**Task**
Copy exactly the lines of the material below that fall between the line with "Input: one rendered" and the line with "Build a gazetteer", both of those lines included; pictures stay out.

━━ Records provided

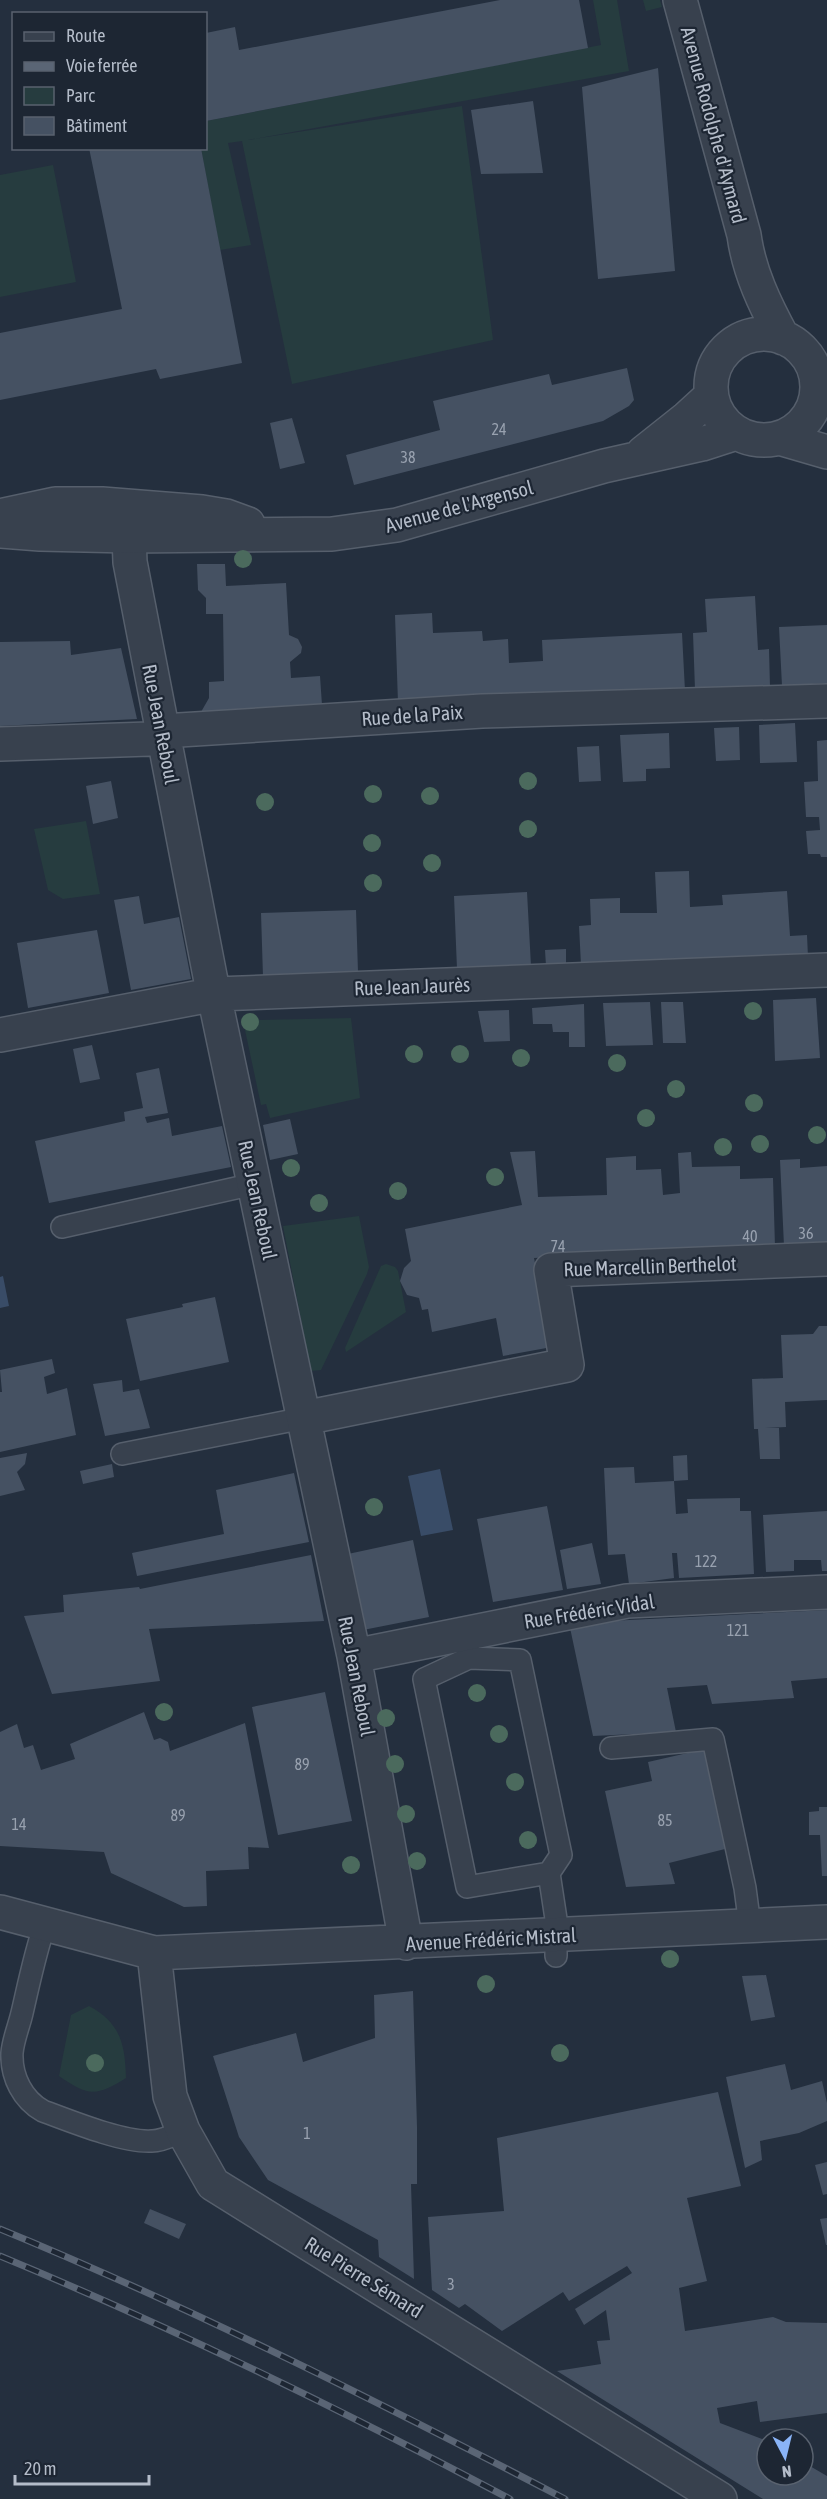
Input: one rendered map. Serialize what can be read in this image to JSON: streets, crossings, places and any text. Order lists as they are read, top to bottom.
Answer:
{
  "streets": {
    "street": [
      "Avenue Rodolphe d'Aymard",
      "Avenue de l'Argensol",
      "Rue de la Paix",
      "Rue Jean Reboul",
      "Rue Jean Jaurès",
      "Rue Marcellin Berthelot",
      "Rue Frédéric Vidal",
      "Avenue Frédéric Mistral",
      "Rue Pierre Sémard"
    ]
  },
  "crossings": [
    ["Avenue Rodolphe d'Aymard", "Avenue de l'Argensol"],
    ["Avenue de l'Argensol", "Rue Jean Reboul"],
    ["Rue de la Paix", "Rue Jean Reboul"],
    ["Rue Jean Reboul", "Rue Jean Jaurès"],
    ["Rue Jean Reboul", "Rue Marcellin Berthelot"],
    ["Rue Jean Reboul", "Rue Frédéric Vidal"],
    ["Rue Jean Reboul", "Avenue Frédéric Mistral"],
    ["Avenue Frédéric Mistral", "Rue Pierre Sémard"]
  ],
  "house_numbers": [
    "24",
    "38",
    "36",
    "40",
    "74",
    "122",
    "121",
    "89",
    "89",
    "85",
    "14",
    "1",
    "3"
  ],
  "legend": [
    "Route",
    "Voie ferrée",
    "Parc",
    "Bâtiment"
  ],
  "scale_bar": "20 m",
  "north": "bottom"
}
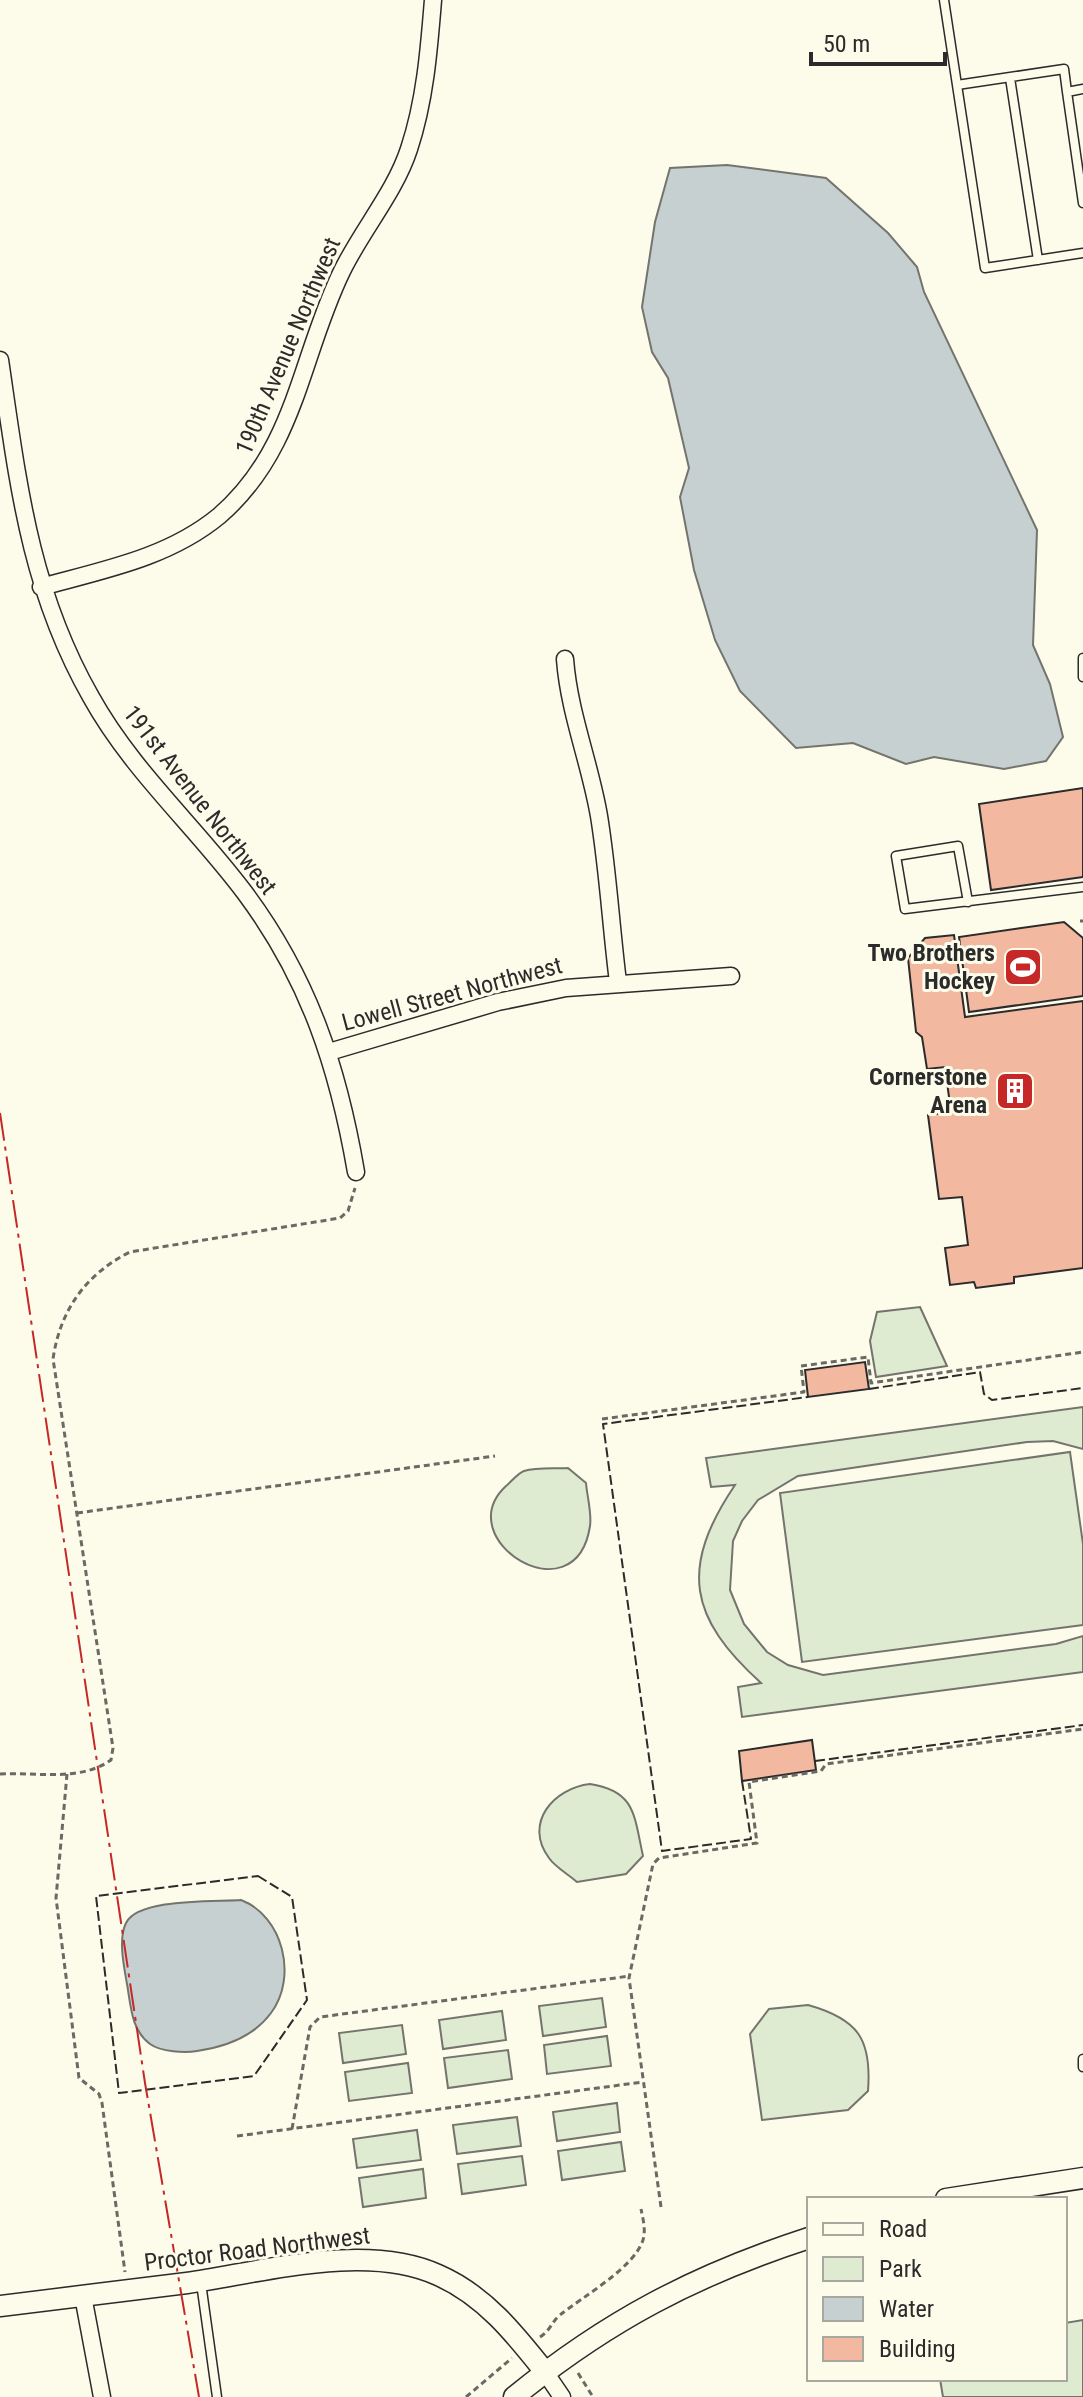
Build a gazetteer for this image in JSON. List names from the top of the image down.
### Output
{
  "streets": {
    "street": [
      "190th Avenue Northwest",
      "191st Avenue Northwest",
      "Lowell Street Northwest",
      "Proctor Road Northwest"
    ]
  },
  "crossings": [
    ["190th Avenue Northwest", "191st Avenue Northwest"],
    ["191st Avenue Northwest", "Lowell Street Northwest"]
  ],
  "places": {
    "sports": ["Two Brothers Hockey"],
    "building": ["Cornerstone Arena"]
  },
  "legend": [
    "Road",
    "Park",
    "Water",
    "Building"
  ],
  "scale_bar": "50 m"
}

━━━━
━━ Records provided

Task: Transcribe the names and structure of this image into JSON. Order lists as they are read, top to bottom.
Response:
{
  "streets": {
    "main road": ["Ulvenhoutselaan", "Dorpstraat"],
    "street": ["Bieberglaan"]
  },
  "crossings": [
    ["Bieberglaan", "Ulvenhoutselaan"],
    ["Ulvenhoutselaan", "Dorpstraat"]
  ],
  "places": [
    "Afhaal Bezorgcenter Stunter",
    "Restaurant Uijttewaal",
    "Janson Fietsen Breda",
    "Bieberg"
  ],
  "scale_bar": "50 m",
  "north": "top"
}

━━━━
━━ Records provided

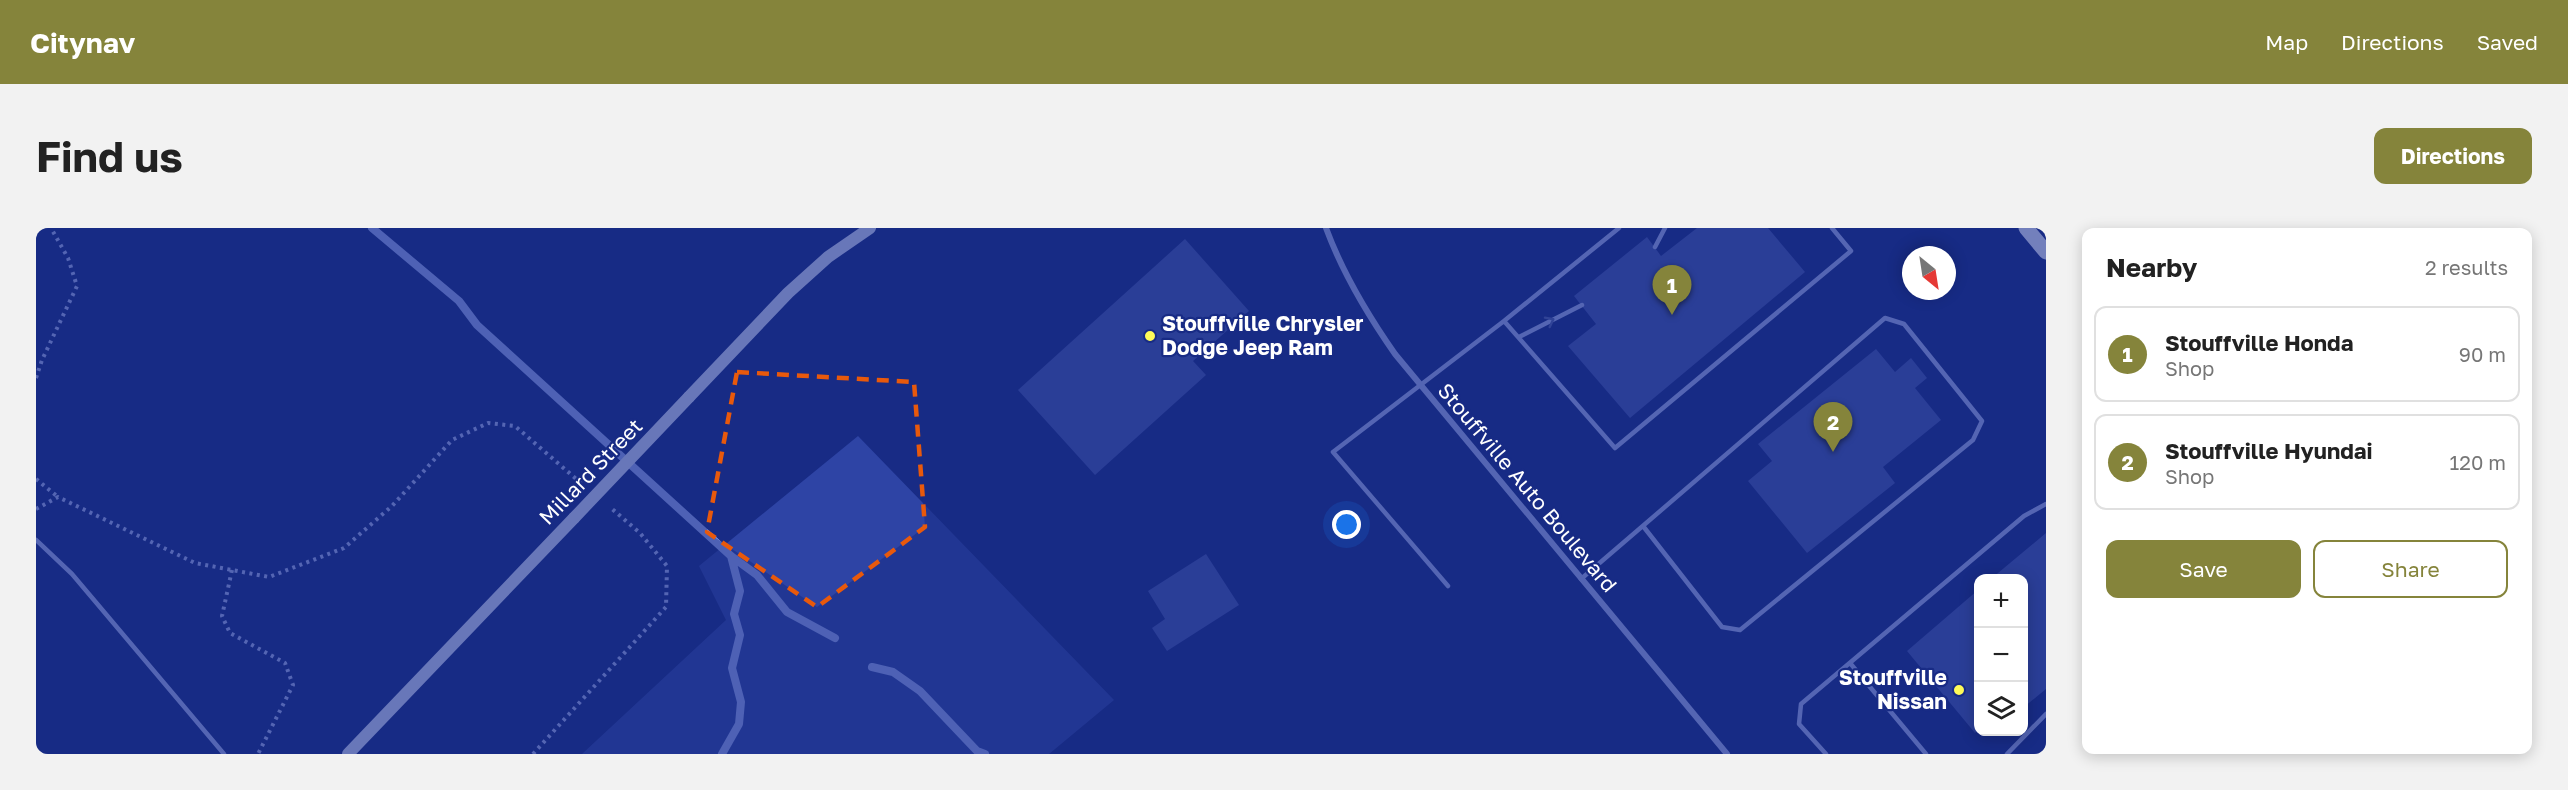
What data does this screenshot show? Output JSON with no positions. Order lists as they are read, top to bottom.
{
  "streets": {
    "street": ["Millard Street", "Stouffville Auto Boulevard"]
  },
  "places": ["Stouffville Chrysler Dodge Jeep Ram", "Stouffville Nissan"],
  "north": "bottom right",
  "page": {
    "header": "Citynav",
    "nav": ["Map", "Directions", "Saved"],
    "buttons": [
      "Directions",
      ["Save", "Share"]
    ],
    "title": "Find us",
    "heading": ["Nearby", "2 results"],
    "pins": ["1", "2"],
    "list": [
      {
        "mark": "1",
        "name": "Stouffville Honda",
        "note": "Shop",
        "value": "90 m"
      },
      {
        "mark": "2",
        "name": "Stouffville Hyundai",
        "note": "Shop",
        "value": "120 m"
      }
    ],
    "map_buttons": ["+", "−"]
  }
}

━━━━

**Written solution**
Input: one rendered map. Serialize what can be read in this image to JSON: streets, crossings, places and any text. Order lists as they are read, top to bottom.
Answer:
{
  "streets": {
    "street": [
      "Avenue Rodolphe d'Aymard",
      "Avenue de l'Argensol",
      "Rue de la Paix",
      "Rue Jean Reboul",
      "Rue Jean Jaurès",
      "Rue Marcellin Berthelot",
      "Rue Frédéric Vidal",
      "Avenue Frédéric Mistral",
      "Rue Pierre Sémard"
    ]
  },
  "crossings": [
    ["Avenue Rodolphe d'Aymard", "Avenue de l'Argensol"],
    ["Avenue de l'Argensol", "Rue Jean Reboul"],
    ["Rue de la Paix", "Rue Jean Reboul"],
    ["Rue Jean Reboul", "Rue Jean Jaurès"],
    ["Rue Jean Reboul", "Rue Marcellin Berthelot"],
    ["Rue Jean Reboul", "Rue Frédéric Vidal"],
    ["Rue Jean Reboul", "Avenue Frédéric Mistral"],
    ["Avenue Frédéric Mistral", "Rue Pierre Sémard"]
  ],
  "house_numbers": [
    "24",
    "38",
    "36",
    "40",
    "74",
    "122",
    "121",
    "89",
    "89",
    "85",
    "14",
    "1",
    "3"
  ],
  "legend": [
    "Route",
    "Voie ferrée",
    "Parc",
    "Bâtiment"
  ],
  "scale_bar": "20 m",
  "north": "bottom"
}
Build a gazetteer for this image in JSON. List names from the top of the image down.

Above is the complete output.